Pemkab Bulungan Perkuat Layanan Kesehatan dan Pertanian lewat Proyek Strategis 2

  • 14 Jul 2026 08:21 WIB
  •  Tarakan

RRI.CO.ID, Tanjung Selor – Pemerintah Kabupaten Bulungan menjadikan peningkatan layanan kesehatan dan penguatan sektor pertanian sebagai bagian dari Proyek Strategis Daerah (PSD) Tahun Anggaran 2026.

Langkah ini dilakukan untuk meningkatkan kualitas pelayanan publik sekaligus mendukung kesejahteraan masyarakat.

Bupati Bulungan, Syarwani, menjelaskan, proyek strategis daerah tidak hanya berfokus pada pembangunan infrastruktur, tetapi juga diarahkan untuk memperkuat layanan dasar yang langsung dirasakan masyarakat.

Di sektor kesehatan, RSD dr. H. Soemarno Sosroatmodjo memperoleh tiga proyek strategis, yakni pengadaan alat kedokteran anak berupa Incubator Infant with Infant Radiant Warmer senilai Rp3,10 miliar, pembangunan ruang Cytotoxic Drug Cabinet sebesar Rp2,09 miliar melalui Dana Alokasi Khusus (DAK), serta pengadaan alat operasi mata Phacofragmentation System senilai Rp1,59 miliar.

"Kami terus berupaya melengkapi sarana kesehatan agar pelayanan kepada masyarakat semakin cepat, berkualitas, dan sesuai kebutuhan," ujar Syarwani.

Selain kesehatan, pemerintah juga membangun Jalan Usaha Tani (JUT) bagi Kelompok Tani KM 56 dan KM 57 di Desa Sajau, Kecamatan Tanjung Palas Timur, dengan anggaran Rp1,62 miliar.

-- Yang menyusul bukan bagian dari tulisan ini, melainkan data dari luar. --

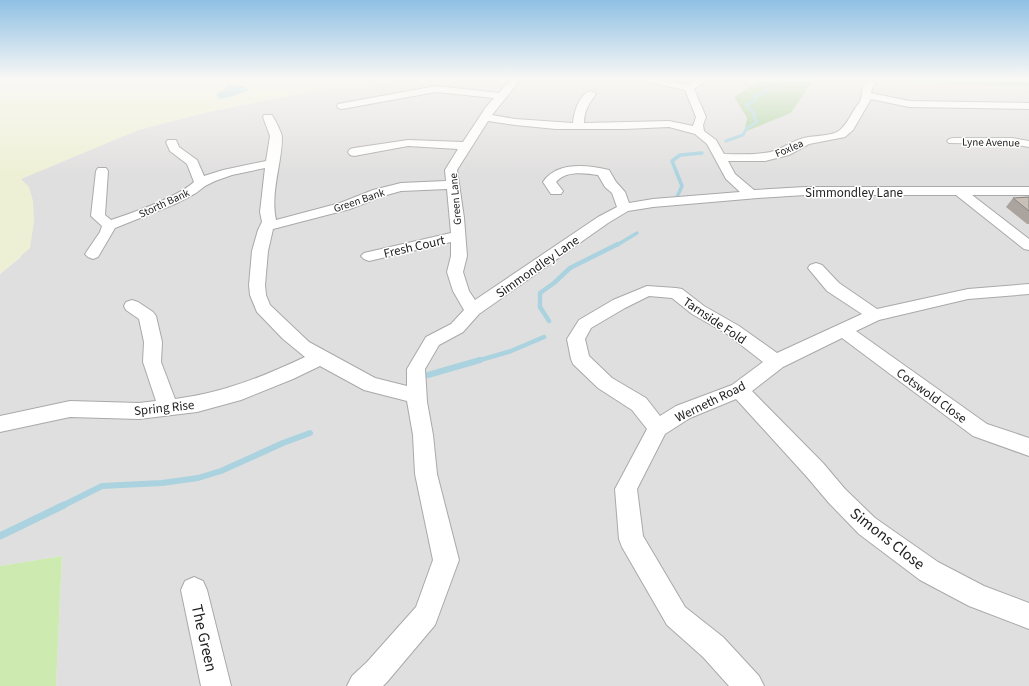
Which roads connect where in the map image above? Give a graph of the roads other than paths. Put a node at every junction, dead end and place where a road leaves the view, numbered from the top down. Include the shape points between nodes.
1 (489, 111) edge
2 (580, 111) edge
3 (699, 111) edge
4 (858, 111) edge
5 (268, 117) dead end
6 (486, 117) junction
7 (578, 125) junction
8 (699, 132) junction
9 (953, 141) dead end
10 (172, 142) dead end
11 (1029, 144) edge
12 (466, 146) junction
13 (354, 152) dead end
14 (722, 158) junction
15 (273, 164) junction
16 (102, 170) dead end
17 (618, 171) dead end
18 (605, 173) junction
19 (200, 182) junction
20 (453, 185) junction
21 (556, 191) dead end
22 (958, 191) junction
23 (1029, 191) edge
24 (752, 195) junction
25 (624, 208) junction
26 (109, 225) junction
27 (267, 226) junction
28 (458, 236) junction
29 (1029, 246) edge
30 (93, 254) dead end
31 (369, 256) dead end
32 (816, 268) dead end
33 (1029, 289) edge
34 (132, 306) dead end
35 (473, 310) junction
36 (874, 315) junction
37 (842, 329) junction
38 (321, 357) junction
39 (776, 362) junction
40 (739, 390) junction
41 (417, 396) junction
42 (168, 408) junction
43 (0, 424) edge
44 (658, 428) junction
45 (1029, 447) edge
46 (194, 590) dead end
47 (1029, 616) edge
48 (216, 686) edge
49 (362, 686) edge
50 (749, 686) edge

1 - 6 street, Green Lane
2 - 7 street
3 - 8 street via 701,117
4 - 14 street, Foxlea via 847,130 841,134 806,141 771,156
5 - 15 street via 276,136
6 - 7 street via 556,126
6 - 12 street, Green Lane
7 - 8 street via 669,124
8 - 14 street via 712,142
9 - 11 street, Lyne Avenue via 1012,141
10 - 19 street via 174,149 195,164
12 - 13 street via 408,143
12 - 20 street, Green Lane via 451,170
14 - 24 street via 730,176
15 - 19 street, Storth Bank via 246,168
15 - 27 street
16 - 26 street via 98,216
17 - 18 street
18 - 21 street via 557,173 549,182
18 - 25 street via 610,184 618,192
19 - 26 street, Storth Bank via 193,190 177,198
20 - 27 street, Green Bank via 400,187 332,210
20 - 28 street, Green Lane
22 - 23 street, Simmondley Lane
22 - 24 street, Simmondley Lane via 805,191
22 - 29 street
24 - 25 street, Simmondley Lane via 653,203
25 - 35 street, Simmondley Lane
26 - 30 street
27 - 38 street via 260,251 257,285 263,308 288,335
28 - 31 street, Fresh Court
28 - 35 street, Green Lane via 459,256 455,272 461,291
32 - 36 street via 833,287 865,306
33 - 36 street, Werneth Road via 968,294
34 - 42 street via 147,316 153,342 152,362
35 - 41 street, Simmondley Lane via 463,323 432,342 416,369
36 - 37 street, Werneth Road
37 - 39 street, Werneth Road
37 - 45 street, Cotswold Close via 980,430
38 - 41 street via 370,385
38 - 42 street, Spring Rise via 234,395
39 - 40 street, Werneth Road
39 - 44 street, Tarnside Fold via 676,293 647,291 619,304 585,324 576,339 580,359 605,383 639,404
40 - 44 street, Werneth Road via 683,412
40 - 47 street, Simons Close via 867,526 929,571 978,597
41 - 49 street, Simmondley Lane via 426,474 446,560 426,616
42 - 43 street, Spring Rise via 139,411 70,409
44 - 50 street, Werneth Road via 626,489 631,539 676,616 713,647
46 - 48 street, The Green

Infrastruktur tersebut diharapkan memperlancar mobilitas petani sekaligus distribusi hasil pertanian.

Pemkab Bulungan juga menetapkan pembangunan pagar dan gerbang keluar-masuk otomatis Pasar Induk Tanjung Selor senilai Rp5,49 miliar untuk meningkatkan keamanan, ketertiban, dan pengelolaan kawasan perdagangan.

"Penataan Pasar Induk menjadi bagian dari upaya meningkatkan kenyamanan pedagang maupun masyarakat sebagai pengguna fasilitas publik," jelasnya.

Syarwani menegaskan seluruh OPD diminta mengawal pelaksanaan setiap proyek secara profesional, tepat waktu, tepat mutu, transparan, dan akuntabel agar seluruh program strategis benar-benar memberikan manfaat bagi masyarakat.

"Seluruh proyek strategis ini harus dilaksanakan secara transparan, akuntabel, dan tepat sasaran. Dengan sinergi semua pihak, kami optimistis pembangunan Kabupaten Bulungan akan semakin maju, merata, dan berkelanjutan," pungkasnya. (rln)

google-preference

Rekomendasi Berita

Berita Terbaru Lainnya

Memuat berita terbaru.....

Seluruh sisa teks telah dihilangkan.